#### Extracted information ####

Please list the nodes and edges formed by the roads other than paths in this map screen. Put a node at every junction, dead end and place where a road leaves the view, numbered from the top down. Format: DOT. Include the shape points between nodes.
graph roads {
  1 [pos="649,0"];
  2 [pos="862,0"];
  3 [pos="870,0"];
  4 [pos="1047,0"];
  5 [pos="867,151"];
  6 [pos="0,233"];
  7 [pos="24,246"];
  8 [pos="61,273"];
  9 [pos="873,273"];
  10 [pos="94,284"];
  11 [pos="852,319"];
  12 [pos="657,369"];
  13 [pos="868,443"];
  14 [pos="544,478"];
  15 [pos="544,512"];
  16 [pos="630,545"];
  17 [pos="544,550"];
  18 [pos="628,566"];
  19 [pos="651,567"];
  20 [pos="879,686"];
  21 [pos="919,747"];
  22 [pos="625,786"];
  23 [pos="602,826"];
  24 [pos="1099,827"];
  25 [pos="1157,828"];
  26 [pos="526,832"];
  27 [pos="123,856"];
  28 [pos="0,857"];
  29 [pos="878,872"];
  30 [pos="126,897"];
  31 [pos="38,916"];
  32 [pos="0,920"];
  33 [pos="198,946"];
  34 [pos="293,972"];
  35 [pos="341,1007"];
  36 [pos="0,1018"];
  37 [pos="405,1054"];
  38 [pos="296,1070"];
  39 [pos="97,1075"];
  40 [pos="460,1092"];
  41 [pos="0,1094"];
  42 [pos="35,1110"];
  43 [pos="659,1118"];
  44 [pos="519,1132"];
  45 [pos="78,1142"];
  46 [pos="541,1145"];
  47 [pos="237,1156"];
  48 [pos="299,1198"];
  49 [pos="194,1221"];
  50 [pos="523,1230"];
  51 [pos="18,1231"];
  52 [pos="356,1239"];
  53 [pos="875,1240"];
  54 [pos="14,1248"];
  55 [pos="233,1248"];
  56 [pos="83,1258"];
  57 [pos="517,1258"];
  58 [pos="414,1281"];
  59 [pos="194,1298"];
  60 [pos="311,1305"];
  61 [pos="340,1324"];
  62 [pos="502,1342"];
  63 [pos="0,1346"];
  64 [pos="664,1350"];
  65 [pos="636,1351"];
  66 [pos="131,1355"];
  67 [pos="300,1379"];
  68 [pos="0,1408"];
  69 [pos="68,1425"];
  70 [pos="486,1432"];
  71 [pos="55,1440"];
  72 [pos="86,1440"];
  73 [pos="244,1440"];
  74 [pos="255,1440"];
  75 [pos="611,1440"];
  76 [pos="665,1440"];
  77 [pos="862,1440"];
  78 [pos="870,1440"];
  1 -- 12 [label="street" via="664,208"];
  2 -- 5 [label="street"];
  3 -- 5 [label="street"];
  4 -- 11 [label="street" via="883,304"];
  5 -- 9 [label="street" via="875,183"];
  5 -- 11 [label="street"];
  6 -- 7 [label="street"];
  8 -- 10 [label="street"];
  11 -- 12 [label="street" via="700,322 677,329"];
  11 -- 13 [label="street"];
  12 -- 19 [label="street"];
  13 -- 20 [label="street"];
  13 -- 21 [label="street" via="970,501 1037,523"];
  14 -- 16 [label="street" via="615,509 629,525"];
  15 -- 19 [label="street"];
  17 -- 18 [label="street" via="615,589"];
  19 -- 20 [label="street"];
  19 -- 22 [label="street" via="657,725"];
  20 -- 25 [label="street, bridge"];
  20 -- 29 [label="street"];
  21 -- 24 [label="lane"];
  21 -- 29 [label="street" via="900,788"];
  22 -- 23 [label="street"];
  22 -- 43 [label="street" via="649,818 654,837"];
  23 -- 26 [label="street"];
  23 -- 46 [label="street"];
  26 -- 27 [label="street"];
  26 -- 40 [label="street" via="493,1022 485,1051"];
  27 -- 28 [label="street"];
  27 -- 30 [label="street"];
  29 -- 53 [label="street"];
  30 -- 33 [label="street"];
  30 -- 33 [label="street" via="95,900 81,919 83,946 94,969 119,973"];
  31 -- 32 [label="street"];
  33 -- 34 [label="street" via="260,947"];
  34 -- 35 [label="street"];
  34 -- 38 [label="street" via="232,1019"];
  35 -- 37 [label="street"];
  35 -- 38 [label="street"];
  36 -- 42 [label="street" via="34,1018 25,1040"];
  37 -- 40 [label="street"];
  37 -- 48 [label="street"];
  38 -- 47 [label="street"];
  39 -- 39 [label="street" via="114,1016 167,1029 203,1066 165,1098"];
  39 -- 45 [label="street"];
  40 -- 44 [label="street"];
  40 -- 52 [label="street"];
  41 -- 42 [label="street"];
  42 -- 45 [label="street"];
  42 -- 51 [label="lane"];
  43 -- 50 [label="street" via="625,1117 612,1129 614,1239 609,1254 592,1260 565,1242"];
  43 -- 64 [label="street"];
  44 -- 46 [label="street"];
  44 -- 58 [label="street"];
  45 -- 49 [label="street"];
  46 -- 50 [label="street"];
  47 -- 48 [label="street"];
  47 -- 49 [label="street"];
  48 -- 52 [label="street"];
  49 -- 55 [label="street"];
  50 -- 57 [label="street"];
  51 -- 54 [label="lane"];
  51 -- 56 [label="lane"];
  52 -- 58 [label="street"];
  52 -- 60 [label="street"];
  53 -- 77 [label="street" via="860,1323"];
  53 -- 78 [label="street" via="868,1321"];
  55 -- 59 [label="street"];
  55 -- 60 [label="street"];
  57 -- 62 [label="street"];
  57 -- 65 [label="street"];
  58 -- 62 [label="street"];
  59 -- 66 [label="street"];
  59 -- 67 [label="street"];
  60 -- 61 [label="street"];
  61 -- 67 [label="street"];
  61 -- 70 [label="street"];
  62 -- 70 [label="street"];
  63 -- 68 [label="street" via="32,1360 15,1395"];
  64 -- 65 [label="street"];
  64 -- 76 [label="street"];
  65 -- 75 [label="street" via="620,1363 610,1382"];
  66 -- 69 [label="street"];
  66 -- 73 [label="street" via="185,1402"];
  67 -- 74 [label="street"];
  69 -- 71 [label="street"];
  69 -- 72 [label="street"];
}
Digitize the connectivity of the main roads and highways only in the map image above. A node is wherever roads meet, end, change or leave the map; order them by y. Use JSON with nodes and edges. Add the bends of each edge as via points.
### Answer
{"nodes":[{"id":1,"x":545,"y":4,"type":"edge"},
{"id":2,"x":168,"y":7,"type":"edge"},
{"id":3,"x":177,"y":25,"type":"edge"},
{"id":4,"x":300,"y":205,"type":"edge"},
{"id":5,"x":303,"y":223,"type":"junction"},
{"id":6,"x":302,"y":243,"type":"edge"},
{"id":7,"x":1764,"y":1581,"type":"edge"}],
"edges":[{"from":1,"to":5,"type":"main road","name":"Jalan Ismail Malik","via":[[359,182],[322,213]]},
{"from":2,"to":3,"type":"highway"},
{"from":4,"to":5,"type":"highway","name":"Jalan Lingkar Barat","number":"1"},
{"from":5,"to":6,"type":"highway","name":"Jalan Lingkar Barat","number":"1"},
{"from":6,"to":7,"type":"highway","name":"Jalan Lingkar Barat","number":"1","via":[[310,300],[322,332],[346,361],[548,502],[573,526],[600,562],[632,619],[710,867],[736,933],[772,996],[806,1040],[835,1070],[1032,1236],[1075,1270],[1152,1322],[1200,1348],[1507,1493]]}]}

####

**Problem description:**
I need every line of the data that has the word "Lingkar"; please list them.

**Response box:**
{"from":4,"to":5,"type":"highway","name":"Jalan Lingkar Barat","number":"1"},
{"from":5,"to":6,"type":"highway","name":"Jalan Lingkar Barat","number":"1"},
{"from":6,"to":7,"type":"highway","name":"Jalan Lingkar Barat","number":"1","via":[[310,300],[322,332],[346,361],[548,502],[573,526],[600,562],[632,619],[710,867],[736,933],[772,996],[806,1040],[835,1070],[1032,1236],[1075,1270],[1152,1322],[1200,1348],[1507,1493]]}]}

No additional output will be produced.